The companies and local governments are fighting about whether the markup should be subject to the bed tax that funds tourism initiatives. Local government officials contend the tax should be levied on the consumers who occupy the rooms and on the prices consumers pay.

”It should be paid by the person who is buying the right to occupy the room,” said Orange County Comptroller Martha Haynie. “If the name on that room has changed hands, I don’t care. I want the person who occupied the room to remit the proper amount of taxes.”

`MONEY GRAB’

Local governments are going on a ”money grab,” trying to tax services online companies provide, said Expedia lobbyist Jennifer Green. Green and others in her industry contend that current law taxes the price paid to occupy the room, which they said is paid at the wholesale rate, not the services associated with it.

And online travel companies have a powerful ally who says this should be kept tax-free. Sen. Mike Haridopolos, R-Indialantic, filed legislation last year to prevent the markup from being taxed, although he hasn’t yet filed similar legislation this year.

”We need to bring tourists into Florida and if it’s more expensive to vacation here, these companies are going to direct their services someplace else,” said Haridopolos, whom many expect to be the next Senate president.

MIAMI-DADE

Jacksonville and Miami-Dade and Orange counties have been waging legal battles with online travel companies for several years.
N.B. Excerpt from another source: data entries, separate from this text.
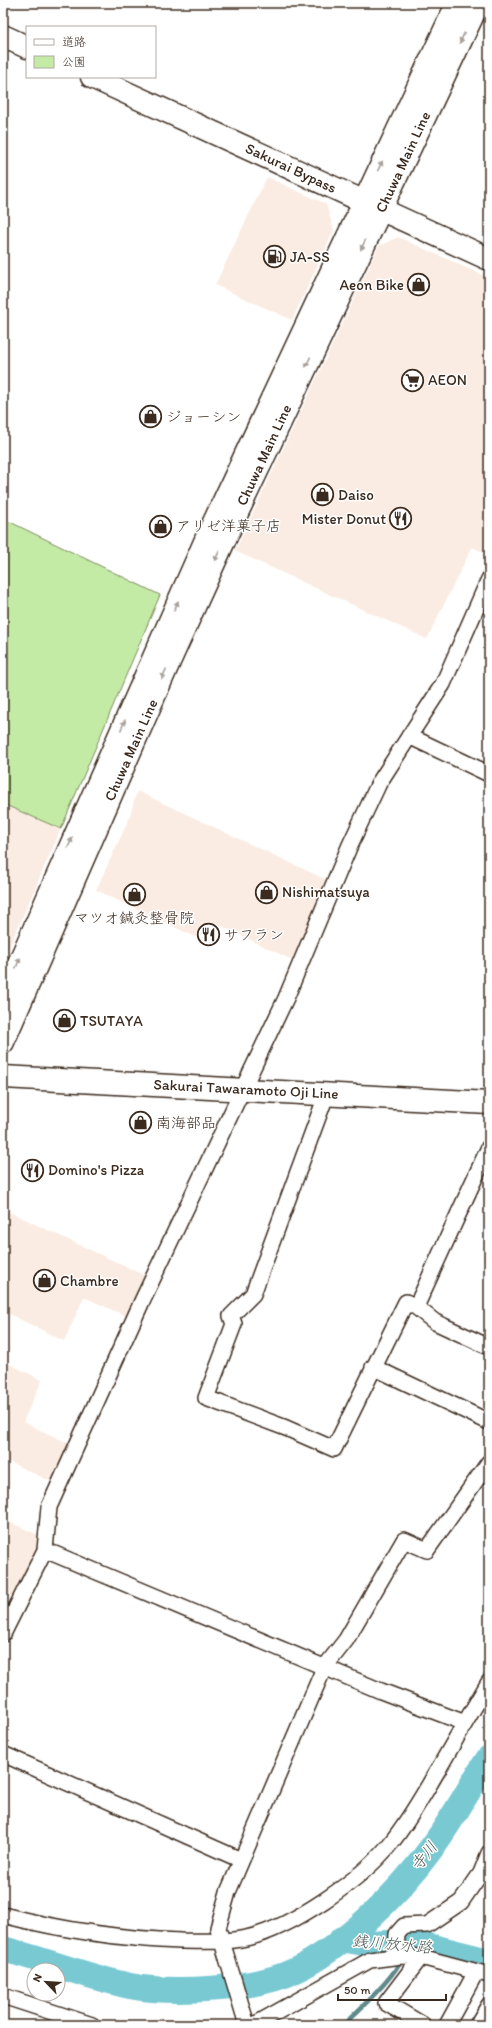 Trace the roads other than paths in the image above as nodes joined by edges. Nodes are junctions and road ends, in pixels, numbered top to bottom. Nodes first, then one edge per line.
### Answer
1 (457, 3) edge
2 (479, 3) edge
3 (3, 36) edge
4 (26, 47) edge
5 (94, 78) edge
6 (372, 205) junction
7 (489, 259) edge
8 (489, 579) edge
9 (409, 736) junction
10 (489, 774) edge
11 (3, 998) edge
12 (3, 1043) edge
13 (3, 1077) edge
14 (243, 1089) junction
15 (327, 1093) junction
16 (489, 1103) edge
17 (489, 1147) edge
18 (416, 1307) junction
19 (489, 1347) edge
20 (373, 1367) junction
21 (489, 1422) edge
22 (489, 1462) edge
23 (45, 1550) junction
24 (3, 1634) edge
25 (324, 1668) junction
26 (489, 1682) edge
27 (465, 1722) junction
28 (3, 1754) edge
29 (489, 1853) edge
30 (241, 1860) junction
31 (3, 1915) edge
32 (223, 1945) junction
33 (407, 1956) junction
34 (483, 1974) edge
35 (3, 1996) edge
36 (489, 2005) edge
37 (249, 2024) edge
38 (92, 2025) edge
39 (423, 2025) edge
40 (447, 2025) edge
41 (477, 2025) edge

6 -> 1 main road, Chuwa Main Line
2 -> 6 main road, Chuwa Main Line
3 - 4 main road
5 - 6 main road, Sakurai Bypass
6 - 7 main road, Sakurai Bypass
11 -> 6 main road, Chuwa Main Line
6 -> 12 main road, Chuwa Main Line
8 - 9 street
9 - 10 street
9 - 14 street
13 - 14 main road, Sakurai Tawaramoto Oji Line
14 - 15 main road, Sakurai Tawaramoto Oji Line
14 - 23 street
15 - 16 main road, Sakurai Tawaramoto Oji Line
15 - 20 street
17 - 18 street
18 - 19 street
18 - 20 street
20 - 21 street
22 - 25 street
23 - 24 street
23 - 25 street
25 - 27 street
25 - 30 street
26 - 27 street
27 - 32 street
28 - 30 street
29 - 33 street
30 - 32 street
31 - 32 street
32 - 37 street
33 - 34 street
33 - 37 street
33 - 39 street
34 - 40 street
35 - 38 street
36 - 41 street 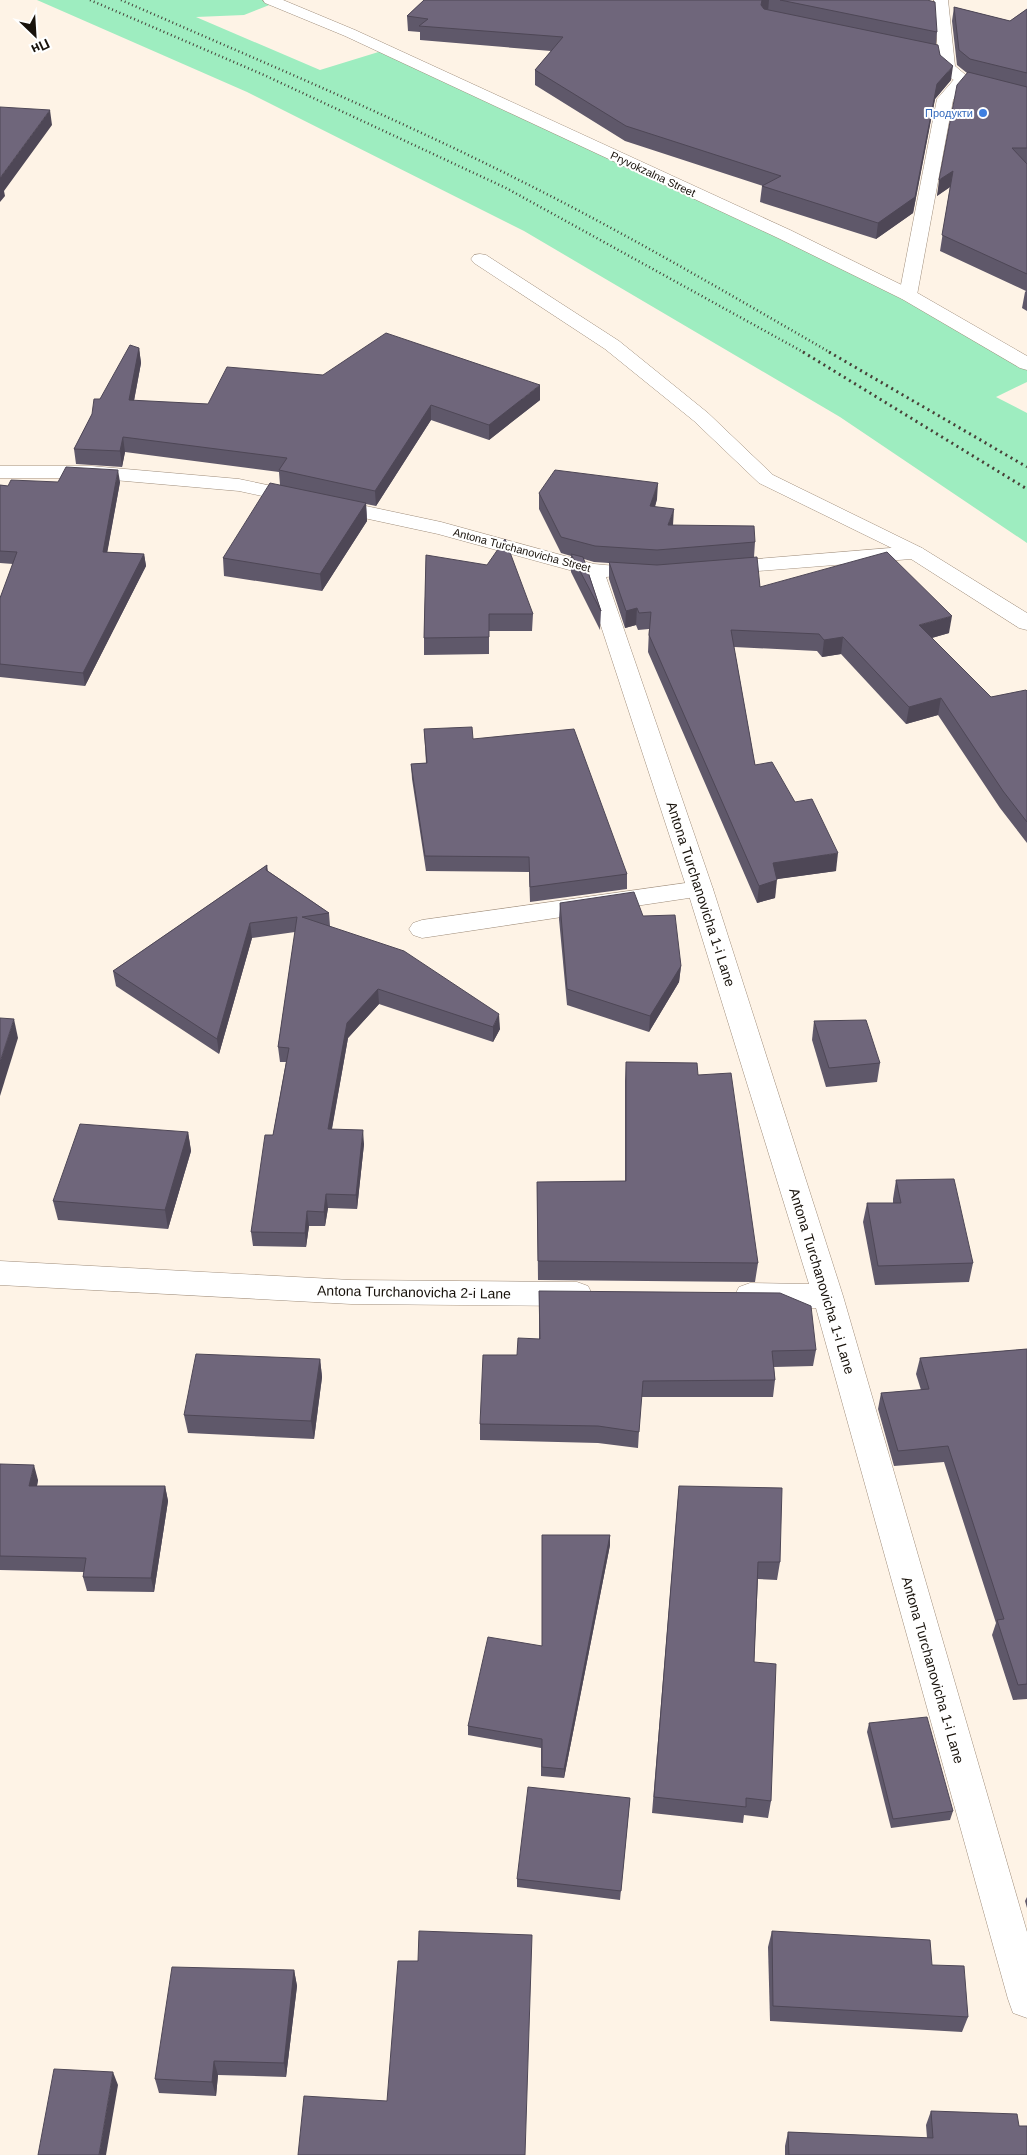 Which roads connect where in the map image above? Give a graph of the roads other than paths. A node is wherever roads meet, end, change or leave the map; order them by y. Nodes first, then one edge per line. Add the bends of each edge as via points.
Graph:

Miami-Dade began trying to collect tax revenue from online travel websites in 2006, when the county commission voted to sue the companies. Miami-Dade’s tax collector’s office then sent bills to more than 15 companies the following year, after a judge said the county needed to exhaust its normal collection procedures before taking the fight to court. That process still continues, and Monroe County has joined the effort, as well.

BROWARD

In Broward’s case, the county last year sought $4.9 million in taxes and penalties from seven online travel companies for rooms booked between the beginning of 2002 and August 2007. The companies (Orbitz, Internetwork Publishing, Priceline, Travel Web, Hotwire, Hotels.com and Expedia) each filed a separate lawsuit against Broward County in Leon County Circuit Court earlier this month, saying they don’t owe the tourism development tax. Steven Wolens, an attorney representing Broward, said local governments weren’t aware of room-price gap until recently — one of the earliest cases was filed in Los Angeles in 2004.

`CHEATING’

In Florida, counties haven’t had any successes.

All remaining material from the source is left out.